Task goal:
Return the material unaltered, line by line.

Source data:
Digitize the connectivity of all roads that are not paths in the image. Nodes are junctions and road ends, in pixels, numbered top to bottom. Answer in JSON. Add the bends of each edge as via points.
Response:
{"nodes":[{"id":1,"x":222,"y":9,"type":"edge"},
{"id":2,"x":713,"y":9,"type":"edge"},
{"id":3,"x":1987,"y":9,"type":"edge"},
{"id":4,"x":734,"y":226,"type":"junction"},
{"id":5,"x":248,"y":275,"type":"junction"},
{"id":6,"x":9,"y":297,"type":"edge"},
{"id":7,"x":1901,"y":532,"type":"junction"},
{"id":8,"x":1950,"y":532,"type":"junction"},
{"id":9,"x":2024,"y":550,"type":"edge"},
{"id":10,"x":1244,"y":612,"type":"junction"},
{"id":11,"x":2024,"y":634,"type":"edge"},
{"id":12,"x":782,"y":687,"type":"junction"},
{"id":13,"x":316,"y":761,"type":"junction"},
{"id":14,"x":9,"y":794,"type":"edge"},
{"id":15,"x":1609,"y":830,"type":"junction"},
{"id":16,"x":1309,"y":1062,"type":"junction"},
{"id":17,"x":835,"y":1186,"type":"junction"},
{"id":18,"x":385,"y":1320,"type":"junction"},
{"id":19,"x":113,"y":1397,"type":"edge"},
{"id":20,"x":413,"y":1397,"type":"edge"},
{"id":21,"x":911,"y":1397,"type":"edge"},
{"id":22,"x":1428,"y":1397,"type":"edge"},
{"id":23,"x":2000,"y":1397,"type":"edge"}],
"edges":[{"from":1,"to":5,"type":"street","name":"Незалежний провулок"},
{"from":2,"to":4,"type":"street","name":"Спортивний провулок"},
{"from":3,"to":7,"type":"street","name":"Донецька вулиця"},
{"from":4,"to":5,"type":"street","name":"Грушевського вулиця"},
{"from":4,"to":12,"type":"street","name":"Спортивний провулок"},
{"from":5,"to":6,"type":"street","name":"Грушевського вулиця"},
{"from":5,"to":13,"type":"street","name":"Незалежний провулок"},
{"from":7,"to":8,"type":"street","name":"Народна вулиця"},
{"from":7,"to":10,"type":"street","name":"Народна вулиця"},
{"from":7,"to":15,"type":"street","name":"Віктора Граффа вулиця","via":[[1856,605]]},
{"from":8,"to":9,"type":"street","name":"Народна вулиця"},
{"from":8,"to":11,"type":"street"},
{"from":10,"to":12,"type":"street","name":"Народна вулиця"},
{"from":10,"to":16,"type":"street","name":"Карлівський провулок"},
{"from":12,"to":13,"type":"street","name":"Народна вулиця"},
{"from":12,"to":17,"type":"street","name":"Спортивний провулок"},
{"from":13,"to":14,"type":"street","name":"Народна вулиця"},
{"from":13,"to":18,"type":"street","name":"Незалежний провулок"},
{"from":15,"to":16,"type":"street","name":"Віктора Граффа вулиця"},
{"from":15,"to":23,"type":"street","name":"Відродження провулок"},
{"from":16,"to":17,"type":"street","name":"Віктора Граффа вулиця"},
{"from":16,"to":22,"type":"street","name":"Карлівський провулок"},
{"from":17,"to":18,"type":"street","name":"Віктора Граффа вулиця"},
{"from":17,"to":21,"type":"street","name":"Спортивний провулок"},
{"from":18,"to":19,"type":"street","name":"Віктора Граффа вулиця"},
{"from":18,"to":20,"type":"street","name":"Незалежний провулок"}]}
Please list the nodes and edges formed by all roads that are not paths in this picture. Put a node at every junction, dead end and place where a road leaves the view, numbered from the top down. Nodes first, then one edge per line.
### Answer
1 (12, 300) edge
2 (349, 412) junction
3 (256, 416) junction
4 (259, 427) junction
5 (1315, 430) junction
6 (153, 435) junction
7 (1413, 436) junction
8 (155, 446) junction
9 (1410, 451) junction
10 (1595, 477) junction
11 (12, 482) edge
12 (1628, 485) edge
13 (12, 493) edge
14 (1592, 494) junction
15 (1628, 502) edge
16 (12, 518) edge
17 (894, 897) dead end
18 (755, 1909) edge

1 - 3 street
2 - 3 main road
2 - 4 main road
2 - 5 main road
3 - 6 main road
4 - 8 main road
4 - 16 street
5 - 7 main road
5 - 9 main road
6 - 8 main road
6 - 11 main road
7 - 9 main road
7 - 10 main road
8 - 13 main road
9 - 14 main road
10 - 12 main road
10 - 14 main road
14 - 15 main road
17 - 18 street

Result of this task:
Digitize the connectivity of all roads that are not paths in the image. Nodes are junctions and road ends, in pixels, numbered top to bottom. Answer in JSON. Add the bends of each edge as via points.
Response:
{"nodes":[{"id":1,"x":222,"y":9,"type":"edge"},
{"id":2,"x":713,"y":9,"type":"edge"},
{"id":3,"x":1987,"y":9,"type":"edge"},
{"id":4,"x":734,"y":226,"type":"junction"},
{"id":5,"x":248,"y":275,"type":"junction"},
{"id":6,"x":9,"y":297,"type":"edge"},
{"id":7,"x":1901,"y":532,"type":"junction"},
{"id":8,"x":1950,"y":532,"type":"junction"},
{"id":9,"x":2024,"y":550,"type":"edge"},
{"id":10,"x":1244,"y":612,"type":"junction"},
{"id":11,"x":2024,"y":634,"type":"edge"},
{"id":12,"x":782,"y":687,"type":"junction"},
{"id":13,"x":316,"y":761,"type":"junction"},
{"id":14,"x":9,"y":794,"type":"edge"},
{"id":15,"x":1609,"y":830,"type":"junction"},
{"id":16,"x":1309,"y":1062,"type":"junction"},
{"id":17,"x":835,"y":1186,"type":"junction"},
{"id":18,"x":385,"y":1320,"type":"junction"},
{"id":19,"x":113,"y":1397,"type":"edge"},
{"id":20,"x":413,"y":1397,"type":"edge"},
{"id":21,"x":911,"y":1397,"type":"edge"},
{"id":22,"x":1428,"y":1397,"type":"edge"},
{"id":23,"x":2000,"y":1397,"type":"edge"}],
"edges":[{"from":1,"to":5,"type":"street","name":"Незалежний провулок"},
{"from":2,"to":4,"type":"street","name":"Спортивний провулок"},
{"from":3,"to":7,"type":"street","name":"Донецька вулиця"},
{"from":4,"to":5,"type":"street","name":"Грушевського вулиця"},
{"from":4,"to":12,"type":"street","name":"Спортивний провулок"},
{"from":5,"to":6,"type":"street","name":"Грушевського вулиця"},
{"from":5,"to":13,"type":"street","name":"Незалежний провулок"},
{"from":7,"to":8,"type":"street","name":"Народна вулиця"},
{"from":7,"to":10,"type":"street","name":"Народна вулиця"},
{"from":7,"to":15,"type":"street","name":"Віктора Граффа вулиця","via":[[1856,605]]},
{"from":8,"to":9,"type":"street","name":"Народна вулиця"},
{"from":8,"to":11,"type":"street"},
{"from":10,"to":12,"type":"street","name":"Народна вулиця"},
{"from":10,"to":16,"type":"street","name":"Карлівський провулок"},
{"from":12,"to":13,"type":"street","name":"Народна вулиця"},
{"from":12,"to":17,"type":"street","name":"Спортивний провулок"},
{"from":13,"to":14,"type":"street","name":"Народна вулиця"},
{"from":13,"to":18,"type":"street","name":"Незалежний провулок"},
{"from":15,"to":16,"type":"street","name":"Віктора Граффа вулиця"},
{"from":15,"to":23,"type":"street","name":"Відродження провулок"},
{"from":16,"to":17,"type":"street","name":"Віктора Граффа вулиця"},
{"from":16,"to":22,"type":"street","name":"Карлівський провулок"},
{"from":17,"to":18,"type":"street","name":"Віктора Граффа вулиця"},
{"from":17,"to":21,"type":"street","name":"Спортивний провулок"},
{"from":18,"to":19,"type":"street","name":"Віктора Граффа вулиця"},
{"from":18,"to":20,"type":"street","name":"Незалежний провулок"}]}
Please list the nodes and edges formed by all roads that are not paths in this picture. Put a node at every junction, dead end and place where a road leaves the view, numbered from the top down. Nodes first, then one edge per line.
### Answer
1 (12, 300) edge
2 (349, 412) junction
3 (256, 416) junction
4 (259, 427) junction
5 (1315, 430) junction
6 (153, 435) junction
7 (1413, 436) junction
8 (155, 446) junction
9 (1410, 451) junction
10 (1595, 477) junction
11 (12, 482) edge
12 (1628, 485) edge
13 (12, 493) edge
14 (1592, 494) junction
15 (1628, 502) edge
16 (12, 518) edge
17 (894, 897) dead end
18 (755, 1909) edge

1 - 3 street
2 - 3 main road
2 - 4 main road
2 - 5 main road
3 - 6 main road
4 - 8 main road
4 - 16 street
5 - 7 main road
5 - 9 main road
6 - 8 main road
6 - 11 main road
7 - 9 main road
7 - 10 main road
8 - 13 main road
9 - 14 main road
10 - 12 main road
10 - 14 main road
14 - 15 main road
17 - 18 street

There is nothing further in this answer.